Manners Maketh Mademoiselle
The saying “Manners maketh men” made famous by the Kingsmen movies, was coined by William of Wykeham, founder of the University of Oxford. It means politeness, good manners and civility are essential to human kind.
We live in an age where people will send you a voice note confessing undying love… and then ghost you 48 hours later. Where we panic-text “on my way” while still in bed, dodge RSVPs like they’re federal subpoenas, and spend social events half-wondering if we’re being weird or if everyone else is just too distracted to notice.
Manners, the particular set of rules we, as a society, use to show respect and courtesy toward one another are ever changing, evolving, mutating. Some rules are obsolete, some new ones take their place. But the notion that etiquette and good manners are a thing from the past is a scary one. It doesn’t take a genius to make a correlation between the decline of interest in etiquette and social anxiety.
Why Etiquette Still Matters in an Anxious World
In the past, the rules of etiquette, admittedly sometimes way too strict, were very clear instructions of what to say and how to behave. If we don’t know what’s appropriate when discussing politics, what to present a newly engaged couple or what to say to a grieving friend at a funeral, we are doomed to live our lives constantly afraid of commuting social faux pas, insulting someone or embarrassing ourselves.
When Emily Post wrote the first book on etiquette, she explained that it is simply a code of behavior based on courtesy, respect and civility. It’s much more than just knowing which fork to use or what to wear for an event. It’s about being considerate of how a situation affect everyone involved, it’s about respecting and valuing other’s ideas and opinions regardless of their background, it’s about being gracious when making others feel welcome and comfortable in your world.
“Every human contact is made smooth by etiquette,
Emily Post
or awkward by lack of it”
What Etiquette Really Is (Hint: It’s Not About Perfection)
Emily Post, the grande dame of American etiquette, wasn’t trying to turn everyone into robotic debutantes. Her 1922 guidebook was wildly popular because it gave people something we’re still desperately craving today: a sense of ease.
True etiquette is about empathy. It’s a set of flexible tools for navigating social space in a way that signals: I see you. I respect you. You’re safe here. It’s not about being fancy, it’s about being thoughtful.
And when we toss that out in the name of “keeping it casual,” we often end up making people uncomfortable, confused, or ignored.
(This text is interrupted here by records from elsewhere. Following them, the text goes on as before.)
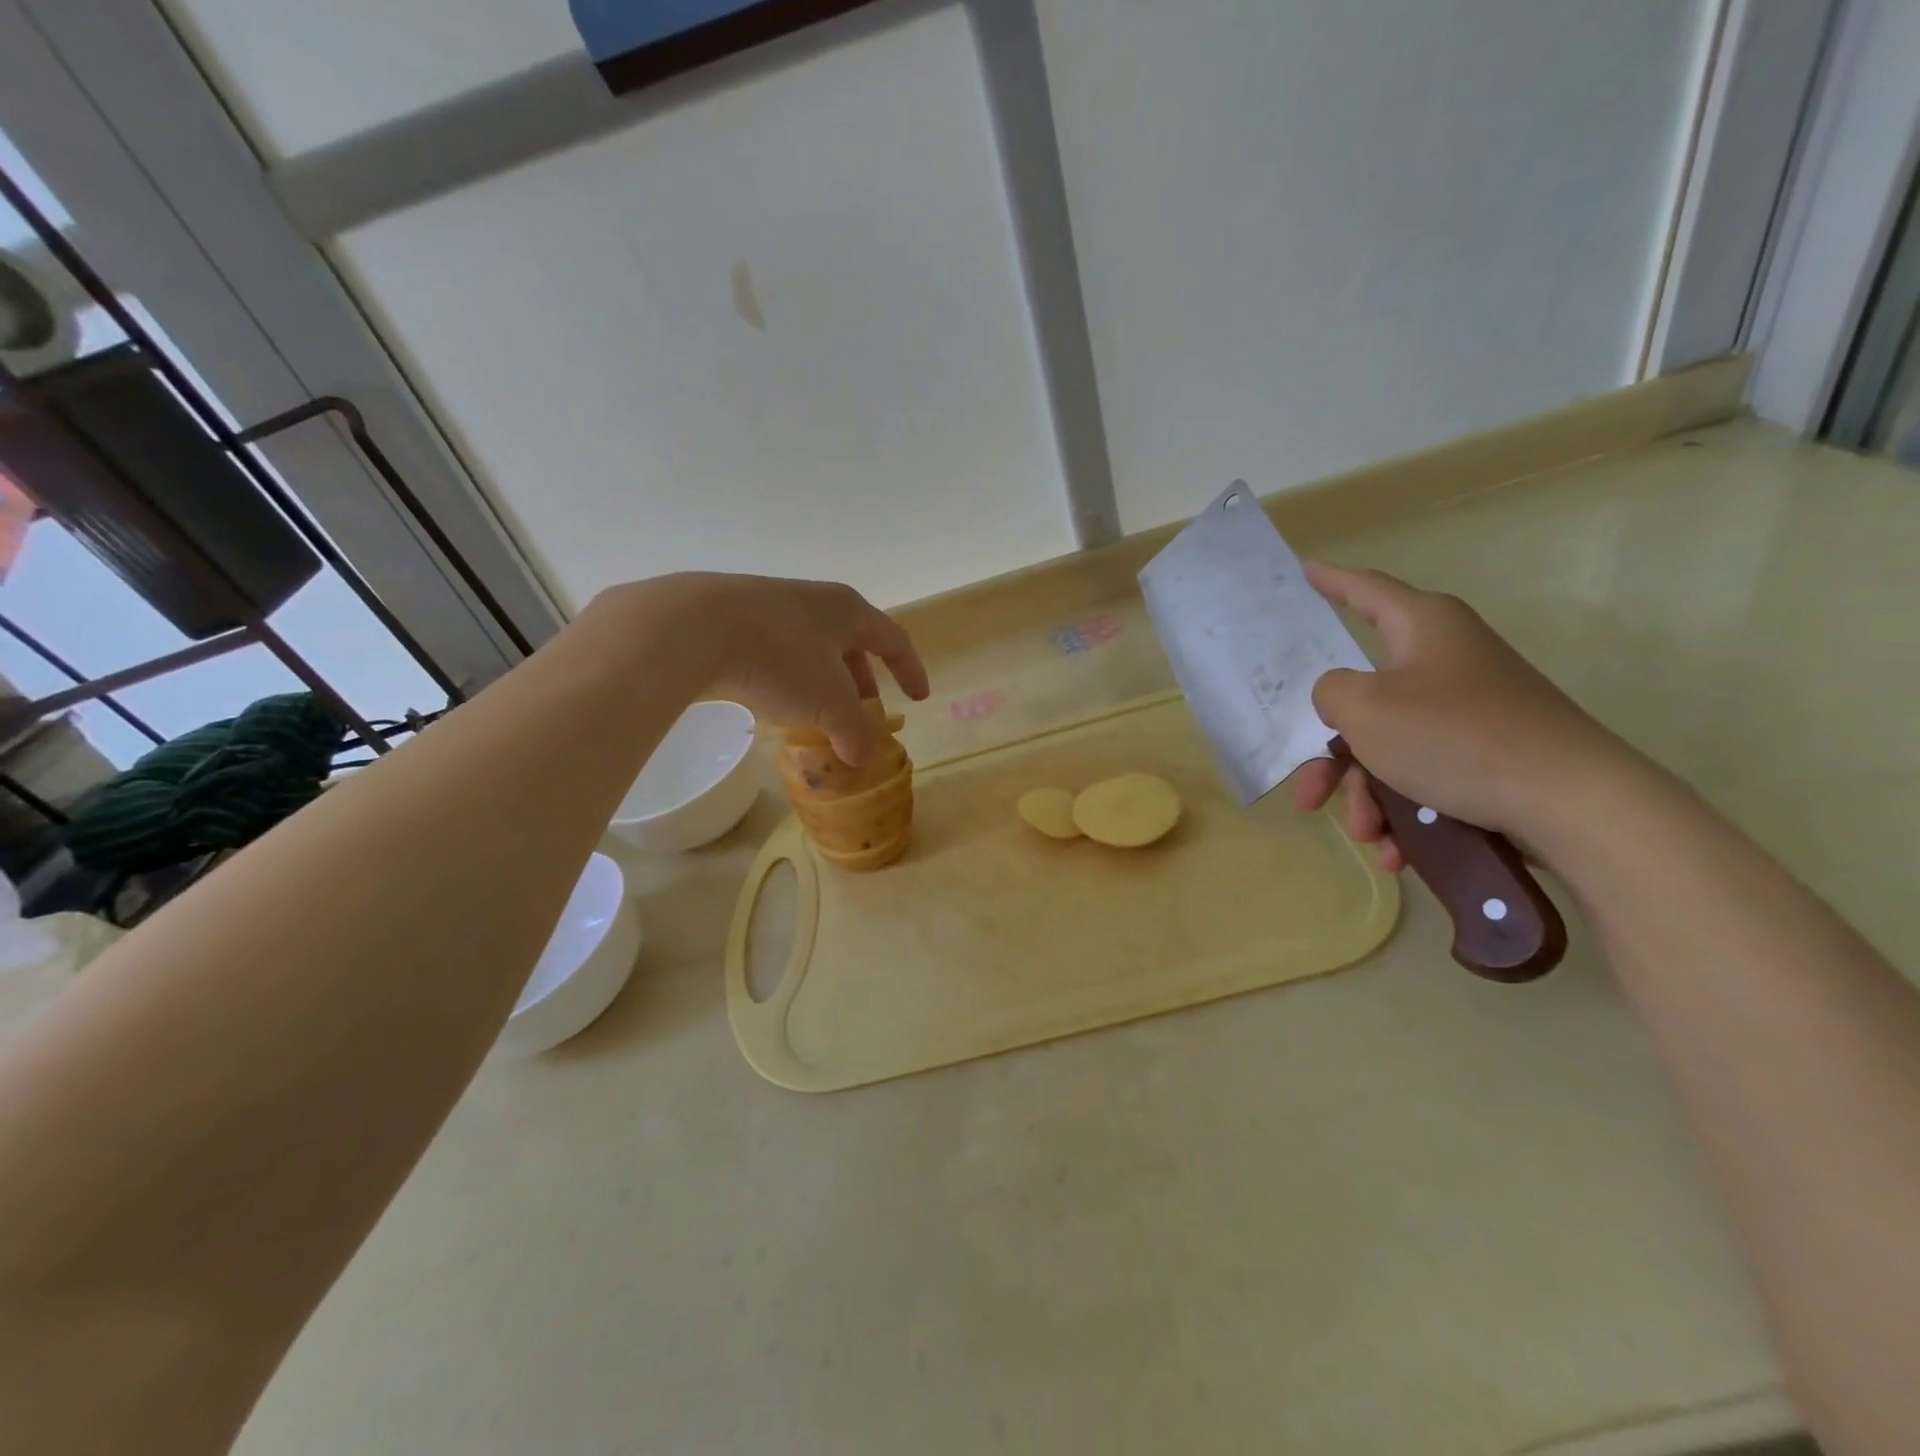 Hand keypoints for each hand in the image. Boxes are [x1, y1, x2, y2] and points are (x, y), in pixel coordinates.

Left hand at [590, 573, 929, 764]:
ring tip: (818, 715)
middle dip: (860, 681)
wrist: (693, 626)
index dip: (910, 670)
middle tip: (863, 713)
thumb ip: (853, 732)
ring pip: (811, 648)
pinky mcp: (733, 618)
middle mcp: (813, 601)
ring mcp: (770, 605)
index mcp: (847, 610)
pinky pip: (776, 651)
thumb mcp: (827, 703)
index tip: (918, 697)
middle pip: (851, 643)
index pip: (893, 639)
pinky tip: (774, 703)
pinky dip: (787, 680)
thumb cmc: (780, 657)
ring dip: (822, 683)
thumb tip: (863, 759)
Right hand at [1290, 562, 1633, 869]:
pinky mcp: (1488, 750)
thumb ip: (1330, 691)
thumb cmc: (1455, 737)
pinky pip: (1425, 772)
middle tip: (1309, 796)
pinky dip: (1405, 808)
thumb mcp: (1365, 709)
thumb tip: (1342, 696)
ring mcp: (1470, 707)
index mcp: (1421, 628)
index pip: (1365, 590)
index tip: (1306, 570)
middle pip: (1364, 699)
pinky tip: (1398, 849)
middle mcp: (1446, 659)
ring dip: (1368, 794)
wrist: (1572, 803)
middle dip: (1333, 757)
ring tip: (1370, 836)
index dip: (1330, 580)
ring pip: (1391, 746)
We’re More Anxious Than Ever (and Less Equipped to Handle It)
There’s something ironic about living in the most connected age in history while also being deeply unsure of how to connect. Our inboxes are full, but our calendars are full of cancelations. We crave community but flinch at commitment. We want to be seen but fear being judged.
Etiquette used to provide a gentle structure for these moments, a social choreography to lean on. Without it, every interaction becomes a minefield. Should I hug? Should I call first? Am I being too forward or not enough?
In the absence of clear norms, people default to avoidance. Hence, ghosting. Hence, anxiety. Hence, that weird cocktail of loneliness and overstimulation that defines modern adulthood.
The Posts Are Still Posting: Etiquette for the 21st Century
Here’s what I love: Emily’s legacy didn’t stop with her. The Emily Post Institute is still run by her family, now in its fifth generation. Her great-great-grandchildren, Lizzie Post and Daniel Post Senning, are reimagining etiquette for the 21st century with nuance, inclusivity, and empathy.
They’ve written modern guides that cover everything from text etiquette to pronoun usage, from tipping culture to how to decline an invite without sounding like a jerk. Their approach is warm and personal.
Etiquette isn’t dead. It’s evolving, just like everything else.
What We Need Now: Boundaries with Grace
Bringing back etiquette doesn’t mean bringing back old-school hierarchy. It means acknowledging that a little structure makes life smoother. That mutual respect isn’t uncool. That there’s real power in being gracious, even when the world feels messy.
Because the truth is, saying “please” doesn’t make you weak. Sending a thank you note doesn’t make you uptight. RSVPing doesn’t make you a people pleaser. It makes you considerate. It gives others clarity. It helps us all exhale.
Final Thoughts: Grace is a Quiet Rebellion
In an age of overstimulation, ambiguity, and performing for the algorithm, choosing to be kind, clear, and thoughtful feels like a quiet rebellion. It’s not about being perfect, it’s about being present.
Emily Post was onto something. Not because she told us which salad fork to use. But because she reminded us that the way we treat people matters, and that shared rituals, however small, can bring calm to the chaos.